Problem statement
Using the data below, return all lines in which "BUREN" appears.
Start of Extracted entries
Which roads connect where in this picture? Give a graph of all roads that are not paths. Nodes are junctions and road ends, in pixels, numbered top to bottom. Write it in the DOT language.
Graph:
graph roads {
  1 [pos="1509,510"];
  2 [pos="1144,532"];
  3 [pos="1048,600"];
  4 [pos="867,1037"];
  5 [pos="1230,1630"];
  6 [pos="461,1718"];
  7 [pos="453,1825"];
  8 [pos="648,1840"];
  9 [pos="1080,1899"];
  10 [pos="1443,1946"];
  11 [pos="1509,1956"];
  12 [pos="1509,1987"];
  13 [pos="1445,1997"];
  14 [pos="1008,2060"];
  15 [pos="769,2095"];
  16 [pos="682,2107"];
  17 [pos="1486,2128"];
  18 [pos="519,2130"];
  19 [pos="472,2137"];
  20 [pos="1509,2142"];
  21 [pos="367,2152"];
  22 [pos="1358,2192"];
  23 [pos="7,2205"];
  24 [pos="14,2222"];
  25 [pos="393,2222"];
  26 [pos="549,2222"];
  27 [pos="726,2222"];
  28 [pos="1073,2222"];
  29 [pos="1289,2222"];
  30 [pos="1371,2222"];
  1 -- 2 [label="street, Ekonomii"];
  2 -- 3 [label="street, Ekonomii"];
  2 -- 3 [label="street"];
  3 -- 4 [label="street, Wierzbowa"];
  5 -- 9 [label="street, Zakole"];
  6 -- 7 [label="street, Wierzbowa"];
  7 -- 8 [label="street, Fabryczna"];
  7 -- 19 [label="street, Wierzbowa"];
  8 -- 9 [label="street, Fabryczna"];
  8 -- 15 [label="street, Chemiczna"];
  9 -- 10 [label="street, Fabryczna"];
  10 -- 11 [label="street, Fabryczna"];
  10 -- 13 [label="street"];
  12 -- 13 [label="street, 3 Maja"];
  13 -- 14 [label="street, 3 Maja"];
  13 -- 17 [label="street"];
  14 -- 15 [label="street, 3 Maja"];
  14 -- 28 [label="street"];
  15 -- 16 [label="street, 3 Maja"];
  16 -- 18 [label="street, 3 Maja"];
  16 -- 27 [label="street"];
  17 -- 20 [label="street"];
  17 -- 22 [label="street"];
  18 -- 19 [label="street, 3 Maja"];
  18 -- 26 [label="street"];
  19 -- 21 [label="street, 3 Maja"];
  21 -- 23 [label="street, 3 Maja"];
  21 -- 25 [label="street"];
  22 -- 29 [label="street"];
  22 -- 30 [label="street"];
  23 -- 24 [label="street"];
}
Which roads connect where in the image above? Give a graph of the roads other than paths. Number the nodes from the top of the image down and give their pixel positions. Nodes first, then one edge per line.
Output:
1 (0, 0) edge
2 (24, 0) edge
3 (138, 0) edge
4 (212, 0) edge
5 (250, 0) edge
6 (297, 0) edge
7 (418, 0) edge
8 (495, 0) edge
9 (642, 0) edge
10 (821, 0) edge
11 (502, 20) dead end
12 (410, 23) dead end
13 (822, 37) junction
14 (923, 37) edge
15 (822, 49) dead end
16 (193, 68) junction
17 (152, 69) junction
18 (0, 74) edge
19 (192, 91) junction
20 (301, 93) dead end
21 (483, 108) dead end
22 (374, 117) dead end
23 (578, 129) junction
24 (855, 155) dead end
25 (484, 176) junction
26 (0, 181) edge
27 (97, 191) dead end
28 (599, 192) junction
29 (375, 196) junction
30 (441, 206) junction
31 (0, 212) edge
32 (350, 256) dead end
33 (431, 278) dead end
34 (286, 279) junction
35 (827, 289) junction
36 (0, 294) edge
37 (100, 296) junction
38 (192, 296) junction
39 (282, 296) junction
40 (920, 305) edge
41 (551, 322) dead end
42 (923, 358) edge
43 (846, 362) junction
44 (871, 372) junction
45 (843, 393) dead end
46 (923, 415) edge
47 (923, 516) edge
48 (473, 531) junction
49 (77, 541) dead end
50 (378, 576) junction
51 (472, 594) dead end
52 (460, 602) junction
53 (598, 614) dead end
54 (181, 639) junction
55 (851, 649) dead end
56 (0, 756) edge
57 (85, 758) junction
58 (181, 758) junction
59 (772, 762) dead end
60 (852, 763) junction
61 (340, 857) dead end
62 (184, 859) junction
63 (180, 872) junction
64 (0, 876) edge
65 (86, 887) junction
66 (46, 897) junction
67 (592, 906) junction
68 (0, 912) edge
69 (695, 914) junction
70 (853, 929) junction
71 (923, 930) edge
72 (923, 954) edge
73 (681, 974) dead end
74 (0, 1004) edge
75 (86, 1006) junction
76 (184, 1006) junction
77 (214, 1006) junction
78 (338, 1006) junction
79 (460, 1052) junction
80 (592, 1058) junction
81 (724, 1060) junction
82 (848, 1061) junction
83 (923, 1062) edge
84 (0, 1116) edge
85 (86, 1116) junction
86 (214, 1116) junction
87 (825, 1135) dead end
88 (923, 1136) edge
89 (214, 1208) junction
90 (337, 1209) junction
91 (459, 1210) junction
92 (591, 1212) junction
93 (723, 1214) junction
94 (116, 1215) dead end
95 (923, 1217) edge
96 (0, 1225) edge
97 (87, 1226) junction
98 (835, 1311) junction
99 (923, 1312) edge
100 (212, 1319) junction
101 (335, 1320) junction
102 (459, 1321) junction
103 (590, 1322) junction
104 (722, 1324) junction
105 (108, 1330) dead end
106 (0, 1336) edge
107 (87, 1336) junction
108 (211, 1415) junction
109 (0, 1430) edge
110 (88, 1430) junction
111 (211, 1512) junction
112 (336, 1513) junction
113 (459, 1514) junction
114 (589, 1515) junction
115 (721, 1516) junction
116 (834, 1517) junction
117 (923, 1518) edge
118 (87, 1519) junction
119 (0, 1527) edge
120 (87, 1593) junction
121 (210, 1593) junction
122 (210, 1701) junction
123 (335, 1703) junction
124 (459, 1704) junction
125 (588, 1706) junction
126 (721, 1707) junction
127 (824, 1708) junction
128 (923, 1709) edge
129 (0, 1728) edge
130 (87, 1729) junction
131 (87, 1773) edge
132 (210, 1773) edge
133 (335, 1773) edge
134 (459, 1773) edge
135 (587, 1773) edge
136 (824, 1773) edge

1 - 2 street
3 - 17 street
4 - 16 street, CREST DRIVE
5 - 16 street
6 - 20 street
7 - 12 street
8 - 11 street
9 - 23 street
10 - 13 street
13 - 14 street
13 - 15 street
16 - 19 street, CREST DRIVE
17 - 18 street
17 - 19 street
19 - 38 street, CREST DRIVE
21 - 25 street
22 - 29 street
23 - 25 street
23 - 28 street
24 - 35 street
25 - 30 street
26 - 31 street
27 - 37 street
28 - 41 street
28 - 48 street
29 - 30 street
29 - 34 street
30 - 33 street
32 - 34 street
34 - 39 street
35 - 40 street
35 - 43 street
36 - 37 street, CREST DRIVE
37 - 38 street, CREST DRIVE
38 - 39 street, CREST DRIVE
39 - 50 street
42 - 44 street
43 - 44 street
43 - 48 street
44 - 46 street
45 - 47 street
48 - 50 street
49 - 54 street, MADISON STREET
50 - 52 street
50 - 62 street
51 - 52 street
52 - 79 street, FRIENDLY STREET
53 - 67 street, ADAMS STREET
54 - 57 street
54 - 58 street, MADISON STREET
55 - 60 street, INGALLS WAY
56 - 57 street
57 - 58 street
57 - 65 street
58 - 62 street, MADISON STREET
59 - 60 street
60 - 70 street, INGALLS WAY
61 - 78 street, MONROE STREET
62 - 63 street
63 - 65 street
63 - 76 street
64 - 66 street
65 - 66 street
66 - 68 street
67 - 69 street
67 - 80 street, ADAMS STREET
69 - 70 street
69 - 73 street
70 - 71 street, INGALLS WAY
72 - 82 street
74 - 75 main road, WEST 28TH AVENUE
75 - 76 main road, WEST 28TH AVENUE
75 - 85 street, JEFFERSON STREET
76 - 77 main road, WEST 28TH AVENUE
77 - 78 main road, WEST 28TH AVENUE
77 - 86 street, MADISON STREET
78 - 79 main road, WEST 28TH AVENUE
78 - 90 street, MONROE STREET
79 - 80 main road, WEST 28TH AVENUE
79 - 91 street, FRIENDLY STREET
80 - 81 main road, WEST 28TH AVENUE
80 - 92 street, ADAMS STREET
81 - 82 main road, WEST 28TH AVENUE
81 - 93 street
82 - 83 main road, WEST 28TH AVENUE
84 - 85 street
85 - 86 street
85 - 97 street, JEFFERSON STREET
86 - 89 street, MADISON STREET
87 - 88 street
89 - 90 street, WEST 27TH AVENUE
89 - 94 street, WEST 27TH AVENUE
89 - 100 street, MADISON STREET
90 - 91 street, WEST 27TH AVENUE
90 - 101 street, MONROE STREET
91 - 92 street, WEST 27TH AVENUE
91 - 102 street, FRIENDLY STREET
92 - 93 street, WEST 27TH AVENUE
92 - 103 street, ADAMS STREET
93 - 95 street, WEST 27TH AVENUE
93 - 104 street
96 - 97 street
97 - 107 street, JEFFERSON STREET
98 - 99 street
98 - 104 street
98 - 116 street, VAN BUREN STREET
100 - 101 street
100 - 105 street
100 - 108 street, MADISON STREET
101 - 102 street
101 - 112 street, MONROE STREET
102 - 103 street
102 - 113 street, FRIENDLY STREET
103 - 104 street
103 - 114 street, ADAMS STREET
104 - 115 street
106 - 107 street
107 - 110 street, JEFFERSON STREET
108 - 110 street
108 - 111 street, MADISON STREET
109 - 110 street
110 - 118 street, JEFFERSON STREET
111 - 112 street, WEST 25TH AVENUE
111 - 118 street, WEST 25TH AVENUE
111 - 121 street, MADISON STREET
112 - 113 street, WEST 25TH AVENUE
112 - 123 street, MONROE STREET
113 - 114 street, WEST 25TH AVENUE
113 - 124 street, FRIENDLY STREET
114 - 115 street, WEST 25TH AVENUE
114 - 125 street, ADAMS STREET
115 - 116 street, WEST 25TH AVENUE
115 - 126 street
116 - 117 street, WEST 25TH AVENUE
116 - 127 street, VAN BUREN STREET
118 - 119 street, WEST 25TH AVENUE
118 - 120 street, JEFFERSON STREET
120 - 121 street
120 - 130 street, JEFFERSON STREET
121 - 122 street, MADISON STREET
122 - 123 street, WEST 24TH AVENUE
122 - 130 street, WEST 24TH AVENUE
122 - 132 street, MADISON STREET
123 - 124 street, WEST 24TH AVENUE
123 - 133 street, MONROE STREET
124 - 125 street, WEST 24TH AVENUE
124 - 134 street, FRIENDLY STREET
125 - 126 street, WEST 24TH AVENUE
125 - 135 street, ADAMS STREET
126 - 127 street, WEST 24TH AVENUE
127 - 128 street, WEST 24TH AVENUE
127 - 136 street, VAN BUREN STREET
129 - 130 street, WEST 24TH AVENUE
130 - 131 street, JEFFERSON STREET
End of Extracted entries
Your solution
98 - 116 street, VAN BUREN STREET
116 - 127 street, VAN BUREN STREET
127 - 136 street, VAN BUREN STREET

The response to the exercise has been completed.